TASK TO COMPLETE:
Every entry below should be printed exactly, without its images.

DATA TO USE:
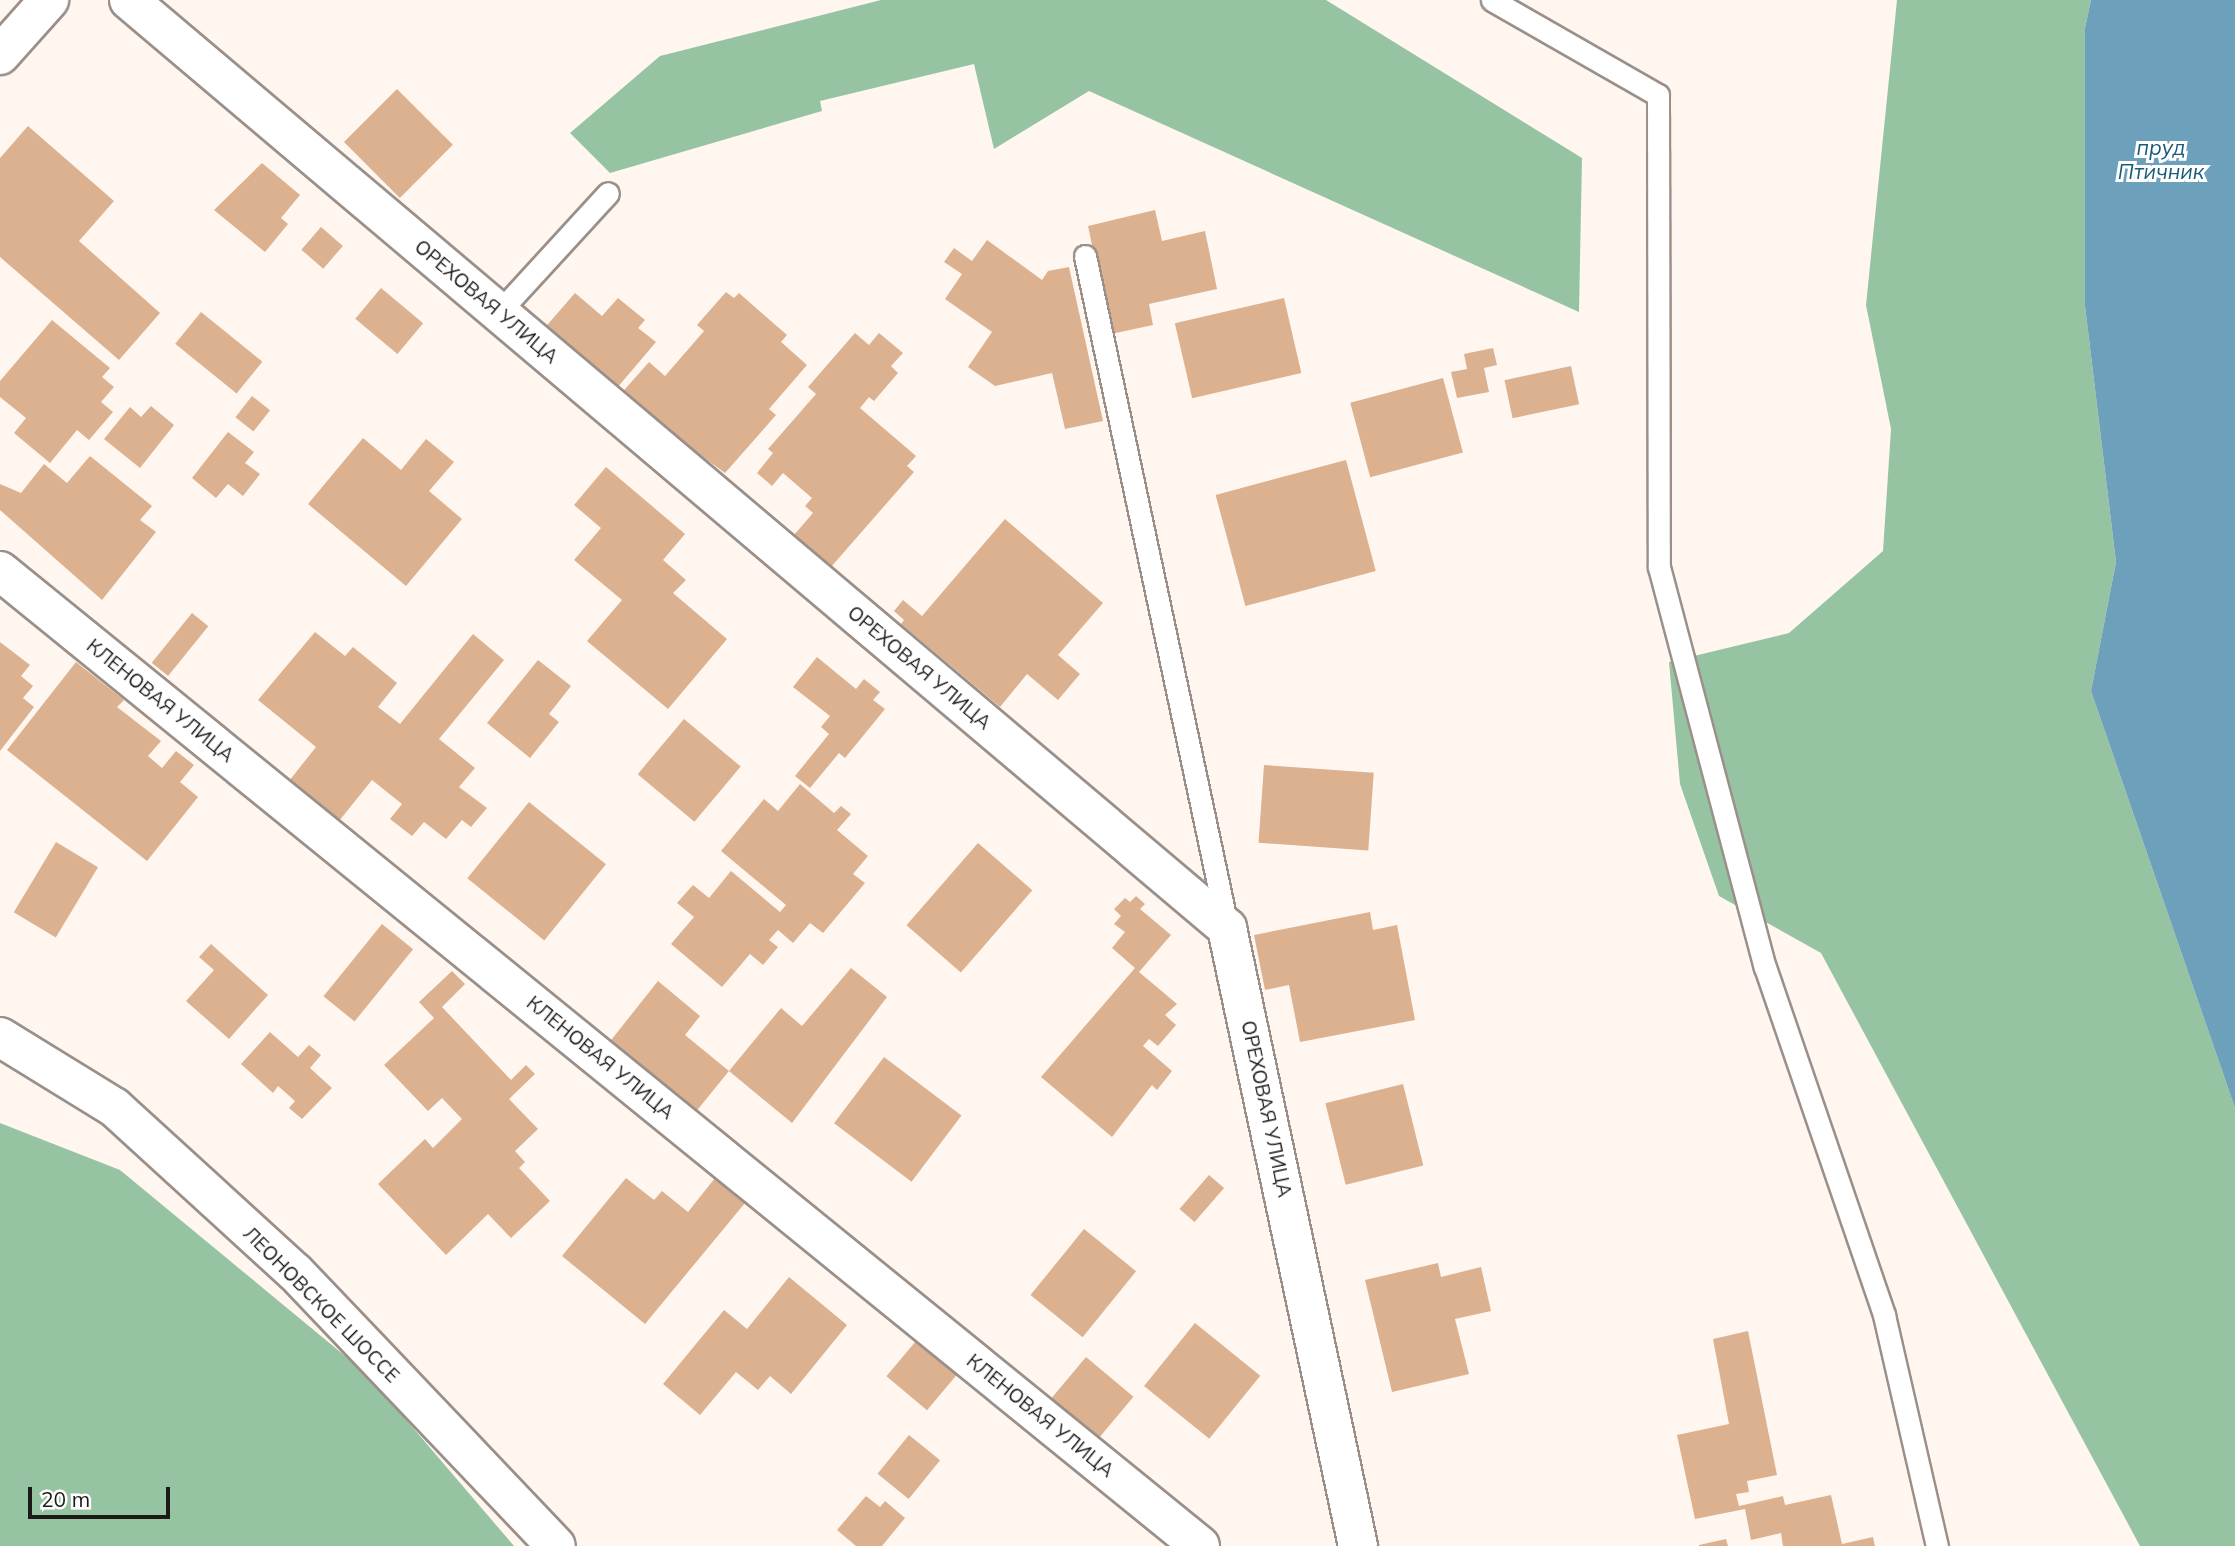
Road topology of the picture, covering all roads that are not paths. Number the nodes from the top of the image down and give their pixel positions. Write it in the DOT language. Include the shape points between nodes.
graph roads {
  1 [pos="49,0"];
  2 [pos="129,0"];
  3 [pos="1492,0"];
  4 [pos="0,55"];
  5 [pos="608,193"];
  6 [pos="1085,256"];
  7 [pos="499,312"];
  8 [pos="0,571"];
  9 [pos="1227,928"];
  10 [pos="0,1037"];
  11 [pos="556,1546"];
  12 [pos="1200,1546"];
  13 [pos="1359,1546"];
  14 [pos="1937,1546"];
  1 -- 4 [label="street"];
  2 -- 7 [label="street, ОРЕХОВАЯ УЛИЦА"];
  3 -- 14 [label="lane" via="1658,95 1659,566 1765,967 1884,1315"];
  5 -- 7 [label="lane"];
  6 -- 9 [label="lane"];
  7 -- 9 [label="street, ОРЕХОВАЯ УЛИЦА"];
  8 -- 12 [label="street, КЛЕНОВАЯ УЛИЦА"];
  9 -- 13 [label="street, ОРЕХОВАЯ УЛИЦА"];
  10 -- 11 [label="street, ЛЕОНОВСКОЕ ШОССЕ" via="114,1107 295,1272"];
}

TASK SOLUTION:
Road topology of the picture, covering all roads that are not paths. Number the nodes from the top of the image down and give their pixel positions. Write it in the DOT language. Include the shape points between nodes.
graph roads {
  1 [pos="49,0"];
  2 [pos="129,0"];
  3 [pos="1492,0"];
  4 [pos="0,55"];
  5 [pos="608,193"];
  6 [pos="1085,256"];
  7 [pos="499,312"];
  8 [pos="0,571"];
  9 [pos="1227,928"];
  10 [pos="0,1037"];
  11 [pos="556,1546"];
  12 [pos="1200,1546"];
  13 [pos="1359,1546"];
  14 [pos="1937,1546"];
  1 -- 4 [label="street"];
  2 -- 7 [label="street, ОРЕХОВАЯ УЛИЦА"];
  3 -- 14 [label="lane" via="1658,95 1659,566 1765,967 1884,1315"];
  5 -- 7 [label="lane"];
  6 -- 9 [label="lane"];
  7 -- 9 [label="street, ОРЕХОВАЯ УЛИЦА"];
  8 -- 12 [label="street, КЛЕНОВАЯ УЛИЦА"];
  9 -- 13 [label="street, ОРЕХОВАЯ УЛИЦА"];
  10 -- 11 [label="street, ЛЕОНОВСКОЕ ШОССЕ" via="114,1107 295,1272"];
}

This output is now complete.